OKTAR BABUNA: Bir de 9 harften oluşuyor Hocam, Ergenekon kelimesi.

ADNAN OKTAR: Tabii, 9 harften oluşuyor, “9'lu bir çete vardır” diyor. “Aralarında Allah adına and içerek dediler ki”, bir de Allah'ı, dini de demek ki kendilerince kullanıyorlar haşa. “Gece” bak, gece “mutlaka ona ve ailesine baskın düzenleyelim, sonra velisine, ailesine; ‘yok oluşuna biz şahit olmadık, gerçekten doğru söylüyoruz' diyelim.” Tam iddia edilen Ergenekon örgütünün kahpe yöntemlerinden bir tanesi.
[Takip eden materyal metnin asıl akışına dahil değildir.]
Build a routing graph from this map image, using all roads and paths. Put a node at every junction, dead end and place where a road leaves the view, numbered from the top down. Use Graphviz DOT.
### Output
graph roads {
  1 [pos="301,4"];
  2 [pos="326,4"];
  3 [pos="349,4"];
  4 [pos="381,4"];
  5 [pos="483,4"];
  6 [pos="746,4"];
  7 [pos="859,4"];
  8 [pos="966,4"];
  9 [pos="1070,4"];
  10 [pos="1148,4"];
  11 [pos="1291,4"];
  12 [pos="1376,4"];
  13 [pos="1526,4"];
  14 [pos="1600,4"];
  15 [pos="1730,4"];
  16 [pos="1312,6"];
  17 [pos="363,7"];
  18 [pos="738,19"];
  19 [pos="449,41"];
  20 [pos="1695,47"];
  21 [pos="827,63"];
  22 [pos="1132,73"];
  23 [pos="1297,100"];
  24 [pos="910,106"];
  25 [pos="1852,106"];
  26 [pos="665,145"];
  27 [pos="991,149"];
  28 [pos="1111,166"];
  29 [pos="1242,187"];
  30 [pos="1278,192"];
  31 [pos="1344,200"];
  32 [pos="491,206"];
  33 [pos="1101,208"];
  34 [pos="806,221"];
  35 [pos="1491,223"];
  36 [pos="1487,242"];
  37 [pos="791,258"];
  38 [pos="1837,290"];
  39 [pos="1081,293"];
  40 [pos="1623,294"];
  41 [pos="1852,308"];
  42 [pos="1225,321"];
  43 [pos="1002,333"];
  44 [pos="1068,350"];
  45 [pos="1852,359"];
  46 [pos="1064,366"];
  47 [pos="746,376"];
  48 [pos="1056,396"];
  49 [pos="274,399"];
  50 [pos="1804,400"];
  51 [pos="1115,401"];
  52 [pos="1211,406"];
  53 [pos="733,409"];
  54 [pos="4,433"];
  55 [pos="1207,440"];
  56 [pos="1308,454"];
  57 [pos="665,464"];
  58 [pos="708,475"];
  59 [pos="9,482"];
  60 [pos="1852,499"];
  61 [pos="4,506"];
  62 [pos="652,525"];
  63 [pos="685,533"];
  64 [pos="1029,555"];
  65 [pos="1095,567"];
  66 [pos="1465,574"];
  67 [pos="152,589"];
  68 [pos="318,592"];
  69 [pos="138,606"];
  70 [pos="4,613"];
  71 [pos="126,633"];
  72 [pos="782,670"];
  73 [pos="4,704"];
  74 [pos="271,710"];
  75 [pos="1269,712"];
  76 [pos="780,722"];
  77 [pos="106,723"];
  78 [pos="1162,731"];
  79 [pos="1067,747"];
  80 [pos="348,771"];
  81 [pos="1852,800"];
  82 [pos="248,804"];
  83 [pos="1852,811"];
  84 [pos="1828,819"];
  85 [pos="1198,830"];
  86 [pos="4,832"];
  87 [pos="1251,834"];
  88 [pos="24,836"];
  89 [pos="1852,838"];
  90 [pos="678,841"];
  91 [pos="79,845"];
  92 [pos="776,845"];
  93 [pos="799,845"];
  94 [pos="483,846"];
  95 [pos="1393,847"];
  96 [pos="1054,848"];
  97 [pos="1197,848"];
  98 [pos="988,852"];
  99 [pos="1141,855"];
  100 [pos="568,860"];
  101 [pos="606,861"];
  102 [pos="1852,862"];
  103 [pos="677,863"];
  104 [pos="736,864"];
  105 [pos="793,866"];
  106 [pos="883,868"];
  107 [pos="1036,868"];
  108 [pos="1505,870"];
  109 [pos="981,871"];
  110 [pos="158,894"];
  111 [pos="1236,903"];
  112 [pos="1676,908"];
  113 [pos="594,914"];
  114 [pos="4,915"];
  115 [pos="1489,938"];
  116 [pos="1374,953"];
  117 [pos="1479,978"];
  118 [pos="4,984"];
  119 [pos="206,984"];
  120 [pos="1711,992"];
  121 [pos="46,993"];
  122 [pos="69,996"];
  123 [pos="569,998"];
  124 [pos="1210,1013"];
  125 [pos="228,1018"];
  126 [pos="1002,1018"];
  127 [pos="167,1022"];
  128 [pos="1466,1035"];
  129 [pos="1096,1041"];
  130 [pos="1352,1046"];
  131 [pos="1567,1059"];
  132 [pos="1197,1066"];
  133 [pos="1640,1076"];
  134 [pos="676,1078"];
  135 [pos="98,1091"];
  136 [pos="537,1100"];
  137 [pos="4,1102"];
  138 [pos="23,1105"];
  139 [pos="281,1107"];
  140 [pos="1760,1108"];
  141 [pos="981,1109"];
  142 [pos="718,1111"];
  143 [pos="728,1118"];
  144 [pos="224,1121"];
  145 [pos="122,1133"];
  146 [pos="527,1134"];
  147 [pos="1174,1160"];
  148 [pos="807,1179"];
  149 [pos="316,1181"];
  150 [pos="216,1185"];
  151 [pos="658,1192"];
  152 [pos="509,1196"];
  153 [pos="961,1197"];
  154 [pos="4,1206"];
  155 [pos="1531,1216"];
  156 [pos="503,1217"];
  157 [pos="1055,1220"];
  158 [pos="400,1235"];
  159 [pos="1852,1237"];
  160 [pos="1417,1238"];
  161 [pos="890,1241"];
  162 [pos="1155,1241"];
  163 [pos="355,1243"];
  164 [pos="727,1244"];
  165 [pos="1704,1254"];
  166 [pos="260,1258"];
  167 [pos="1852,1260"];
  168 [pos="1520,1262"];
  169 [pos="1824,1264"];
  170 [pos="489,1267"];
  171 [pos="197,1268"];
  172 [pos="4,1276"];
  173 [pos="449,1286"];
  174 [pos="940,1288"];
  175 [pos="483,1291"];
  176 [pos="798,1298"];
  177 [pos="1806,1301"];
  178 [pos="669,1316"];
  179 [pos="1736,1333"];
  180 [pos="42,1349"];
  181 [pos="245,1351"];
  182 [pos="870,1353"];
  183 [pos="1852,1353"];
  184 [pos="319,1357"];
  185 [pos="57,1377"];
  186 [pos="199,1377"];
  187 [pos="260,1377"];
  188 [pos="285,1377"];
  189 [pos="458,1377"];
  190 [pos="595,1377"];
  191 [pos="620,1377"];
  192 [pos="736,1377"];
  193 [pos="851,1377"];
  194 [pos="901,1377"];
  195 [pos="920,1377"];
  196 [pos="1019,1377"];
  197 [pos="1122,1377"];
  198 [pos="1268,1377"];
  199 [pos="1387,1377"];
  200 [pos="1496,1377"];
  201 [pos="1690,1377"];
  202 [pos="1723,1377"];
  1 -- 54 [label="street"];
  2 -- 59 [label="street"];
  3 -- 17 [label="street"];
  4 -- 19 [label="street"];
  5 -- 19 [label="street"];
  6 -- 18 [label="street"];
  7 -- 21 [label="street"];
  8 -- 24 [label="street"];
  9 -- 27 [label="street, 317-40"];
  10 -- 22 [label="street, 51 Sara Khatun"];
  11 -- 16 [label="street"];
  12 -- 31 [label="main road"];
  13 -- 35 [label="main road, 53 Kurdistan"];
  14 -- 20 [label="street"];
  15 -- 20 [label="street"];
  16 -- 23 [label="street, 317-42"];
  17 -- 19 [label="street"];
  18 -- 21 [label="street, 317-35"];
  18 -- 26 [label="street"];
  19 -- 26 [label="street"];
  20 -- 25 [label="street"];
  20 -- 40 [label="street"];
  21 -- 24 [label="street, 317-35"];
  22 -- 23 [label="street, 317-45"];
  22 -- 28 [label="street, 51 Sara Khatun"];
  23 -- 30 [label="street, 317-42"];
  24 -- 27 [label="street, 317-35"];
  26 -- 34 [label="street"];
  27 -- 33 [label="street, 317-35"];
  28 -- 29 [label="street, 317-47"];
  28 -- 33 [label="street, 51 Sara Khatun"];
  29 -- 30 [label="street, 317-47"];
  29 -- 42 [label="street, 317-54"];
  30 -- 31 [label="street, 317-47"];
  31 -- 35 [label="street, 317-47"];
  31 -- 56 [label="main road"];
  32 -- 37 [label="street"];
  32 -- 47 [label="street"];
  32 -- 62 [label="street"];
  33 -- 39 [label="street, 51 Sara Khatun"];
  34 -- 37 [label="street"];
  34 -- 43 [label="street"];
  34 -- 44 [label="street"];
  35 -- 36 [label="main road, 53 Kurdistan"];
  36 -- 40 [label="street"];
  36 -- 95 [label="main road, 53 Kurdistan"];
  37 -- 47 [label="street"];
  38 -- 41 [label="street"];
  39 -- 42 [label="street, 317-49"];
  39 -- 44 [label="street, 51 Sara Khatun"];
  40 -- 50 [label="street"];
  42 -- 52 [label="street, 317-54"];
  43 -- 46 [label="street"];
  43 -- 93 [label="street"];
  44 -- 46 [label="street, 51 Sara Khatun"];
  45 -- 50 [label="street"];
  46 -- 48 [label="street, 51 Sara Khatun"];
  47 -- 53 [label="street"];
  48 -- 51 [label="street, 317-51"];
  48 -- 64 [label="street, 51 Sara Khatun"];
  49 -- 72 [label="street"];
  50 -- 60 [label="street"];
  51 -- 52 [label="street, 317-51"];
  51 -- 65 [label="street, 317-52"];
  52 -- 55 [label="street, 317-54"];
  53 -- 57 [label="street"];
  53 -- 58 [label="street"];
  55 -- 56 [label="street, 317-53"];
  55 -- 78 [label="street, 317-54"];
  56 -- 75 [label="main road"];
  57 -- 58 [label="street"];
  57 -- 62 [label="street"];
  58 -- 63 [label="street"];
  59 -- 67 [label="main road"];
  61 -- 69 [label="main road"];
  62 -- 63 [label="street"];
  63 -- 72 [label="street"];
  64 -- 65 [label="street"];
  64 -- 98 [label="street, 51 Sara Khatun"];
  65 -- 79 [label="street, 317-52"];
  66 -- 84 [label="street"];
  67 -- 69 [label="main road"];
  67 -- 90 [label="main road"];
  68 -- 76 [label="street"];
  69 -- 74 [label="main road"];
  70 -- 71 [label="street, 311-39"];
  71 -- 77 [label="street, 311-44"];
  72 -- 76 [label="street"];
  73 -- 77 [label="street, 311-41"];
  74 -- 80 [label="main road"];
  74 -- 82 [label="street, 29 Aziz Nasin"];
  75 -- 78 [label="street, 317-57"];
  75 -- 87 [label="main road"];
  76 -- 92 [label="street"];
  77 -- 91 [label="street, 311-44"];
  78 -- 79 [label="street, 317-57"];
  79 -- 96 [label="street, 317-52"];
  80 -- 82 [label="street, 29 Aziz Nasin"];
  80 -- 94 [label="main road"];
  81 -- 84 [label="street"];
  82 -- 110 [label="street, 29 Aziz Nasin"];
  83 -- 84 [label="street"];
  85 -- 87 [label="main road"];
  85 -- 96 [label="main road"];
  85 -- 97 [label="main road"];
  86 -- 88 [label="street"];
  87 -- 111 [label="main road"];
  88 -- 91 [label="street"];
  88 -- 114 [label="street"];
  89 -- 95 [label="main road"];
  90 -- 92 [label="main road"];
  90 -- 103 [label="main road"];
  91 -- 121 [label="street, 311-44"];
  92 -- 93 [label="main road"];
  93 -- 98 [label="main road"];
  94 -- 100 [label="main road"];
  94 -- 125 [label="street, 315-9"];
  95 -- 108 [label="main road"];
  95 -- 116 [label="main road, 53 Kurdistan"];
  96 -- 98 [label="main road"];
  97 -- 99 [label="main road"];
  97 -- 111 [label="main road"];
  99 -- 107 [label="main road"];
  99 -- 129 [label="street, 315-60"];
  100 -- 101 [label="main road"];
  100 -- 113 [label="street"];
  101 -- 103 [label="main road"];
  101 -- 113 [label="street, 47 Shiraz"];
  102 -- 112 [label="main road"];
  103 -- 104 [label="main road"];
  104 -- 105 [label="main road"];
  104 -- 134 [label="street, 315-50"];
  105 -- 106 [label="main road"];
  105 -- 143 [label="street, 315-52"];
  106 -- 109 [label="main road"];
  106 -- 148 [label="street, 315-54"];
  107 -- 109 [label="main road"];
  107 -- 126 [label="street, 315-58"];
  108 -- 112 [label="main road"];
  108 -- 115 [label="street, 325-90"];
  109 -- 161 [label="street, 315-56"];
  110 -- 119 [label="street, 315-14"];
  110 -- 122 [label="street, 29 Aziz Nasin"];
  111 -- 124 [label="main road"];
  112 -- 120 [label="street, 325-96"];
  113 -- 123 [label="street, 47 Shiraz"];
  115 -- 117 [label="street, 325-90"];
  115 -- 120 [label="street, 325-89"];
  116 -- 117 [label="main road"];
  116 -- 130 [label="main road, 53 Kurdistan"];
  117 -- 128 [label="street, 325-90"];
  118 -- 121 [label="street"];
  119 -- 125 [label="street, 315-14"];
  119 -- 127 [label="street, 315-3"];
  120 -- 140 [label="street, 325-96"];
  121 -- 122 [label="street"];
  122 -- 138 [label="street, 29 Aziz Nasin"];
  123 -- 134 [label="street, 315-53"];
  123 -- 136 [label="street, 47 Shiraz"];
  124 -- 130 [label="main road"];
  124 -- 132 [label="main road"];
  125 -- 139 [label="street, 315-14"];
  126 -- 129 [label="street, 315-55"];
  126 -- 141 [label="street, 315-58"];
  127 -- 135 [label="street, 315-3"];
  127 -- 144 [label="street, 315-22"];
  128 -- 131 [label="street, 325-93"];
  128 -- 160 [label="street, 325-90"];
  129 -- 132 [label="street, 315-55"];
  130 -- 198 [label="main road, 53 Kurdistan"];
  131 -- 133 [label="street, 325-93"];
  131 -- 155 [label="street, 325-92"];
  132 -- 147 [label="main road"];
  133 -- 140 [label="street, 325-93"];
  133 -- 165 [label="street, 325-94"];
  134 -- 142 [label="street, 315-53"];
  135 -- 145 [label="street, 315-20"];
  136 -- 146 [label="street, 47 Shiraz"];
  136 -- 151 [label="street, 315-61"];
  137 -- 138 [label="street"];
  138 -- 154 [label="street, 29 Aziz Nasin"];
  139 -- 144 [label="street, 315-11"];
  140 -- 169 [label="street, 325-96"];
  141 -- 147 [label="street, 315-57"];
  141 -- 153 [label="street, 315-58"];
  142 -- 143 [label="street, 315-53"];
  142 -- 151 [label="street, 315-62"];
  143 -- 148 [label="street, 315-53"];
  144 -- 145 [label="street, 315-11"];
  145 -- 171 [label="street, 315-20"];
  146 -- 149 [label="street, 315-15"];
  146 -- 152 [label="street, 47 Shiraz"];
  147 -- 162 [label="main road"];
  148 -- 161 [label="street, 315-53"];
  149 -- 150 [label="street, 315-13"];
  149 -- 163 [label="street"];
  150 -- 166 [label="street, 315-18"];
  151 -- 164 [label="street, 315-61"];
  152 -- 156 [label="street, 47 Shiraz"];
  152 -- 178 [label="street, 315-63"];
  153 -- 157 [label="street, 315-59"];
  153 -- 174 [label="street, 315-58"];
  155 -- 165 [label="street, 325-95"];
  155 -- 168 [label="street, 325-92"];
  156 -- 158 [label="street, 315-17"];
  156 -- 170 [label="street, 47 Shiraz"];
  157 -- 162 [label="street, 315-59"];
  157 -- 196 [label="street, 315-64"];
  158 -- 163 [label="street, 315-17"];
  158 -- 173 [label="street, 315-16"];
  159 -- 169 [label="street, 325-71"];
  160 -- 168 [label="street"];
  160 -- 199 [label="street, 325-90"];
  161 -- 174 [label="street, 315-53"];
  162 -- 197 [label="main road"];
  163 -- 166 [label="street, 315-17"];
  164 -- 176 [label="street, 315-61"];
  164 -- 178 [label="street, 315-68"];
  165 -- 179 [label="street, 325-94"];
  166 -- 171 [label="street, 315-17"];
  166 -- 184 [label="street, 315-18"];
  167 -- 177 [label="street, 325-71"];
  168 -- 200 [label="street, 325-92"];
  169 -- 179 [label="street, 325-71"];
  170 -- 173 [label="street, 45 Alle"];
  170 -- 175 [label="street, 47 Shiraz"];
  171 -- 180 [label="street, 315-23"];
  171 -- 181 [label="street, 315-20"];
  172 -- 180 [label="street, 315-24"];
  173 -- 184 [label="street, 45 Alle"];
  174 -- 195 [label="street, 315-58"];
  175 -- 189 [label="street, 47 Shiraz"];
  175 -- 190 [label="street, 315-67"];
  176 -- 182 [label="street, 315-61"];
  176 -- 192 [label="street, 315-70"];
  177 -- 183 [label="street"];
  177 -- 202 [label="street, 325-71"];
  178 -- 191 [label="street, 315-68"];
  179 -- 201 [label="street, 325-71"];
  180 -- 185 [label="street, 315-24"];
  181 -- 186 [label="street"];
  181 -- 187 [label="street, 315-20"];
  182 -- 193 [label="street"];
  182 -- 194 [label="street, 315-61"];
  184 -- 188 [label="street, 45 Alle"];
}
Kalleşçe, faili meçhul, Kuran'da burada faili meçhulden bahsediyor. Faili meçhulde nasıl sinsilik yaptıklarından bahsediyor. “Onlar hileli bir düzen kurdu” diyor Allah. "Biz de onların hilesine karşı farkında olmadıkları bir düzen kurduk.” Karşı bir düzen kurduk diyor. “Artık onların kurdukları hileli düzenin uğradığı sona bir bak” diyor. Nasıl çökecekler, nasıl perişan olacaklar bir bak diyor Allah. “Biz onları ve kavimlerini topluca yerlebir ettik.” Şu an iddia edilen Ergenekon örgütü yerlebir Allah'ın izniyle. Bakın görüyor musun? “Gece mutlaka”, gece niye? Çünkü şahit elde etmek zordur gece, çünkü karanlık. "Baskın düzenleyelim sonra velisine ailesinin yok oluşuna biz şahit olmadık gerçekten doğru söylüyoruz diyelim" diyor. Yalancı ve sahtekarlık yönlerini ve faili meçhulleri nasıl organize ettiklerini Kuran gösteriyor. İnşaAllah.

OKTAR BABUNA: Geçtiğimiz günlerde Hocam İçişleri Bakanı Abdülkadir Aksu'nun bir açıklaması vardı. Bütün faaili meçhullerin, suikastlerin şeyi iddia edilen Ergenekon’a dayanıyor diye.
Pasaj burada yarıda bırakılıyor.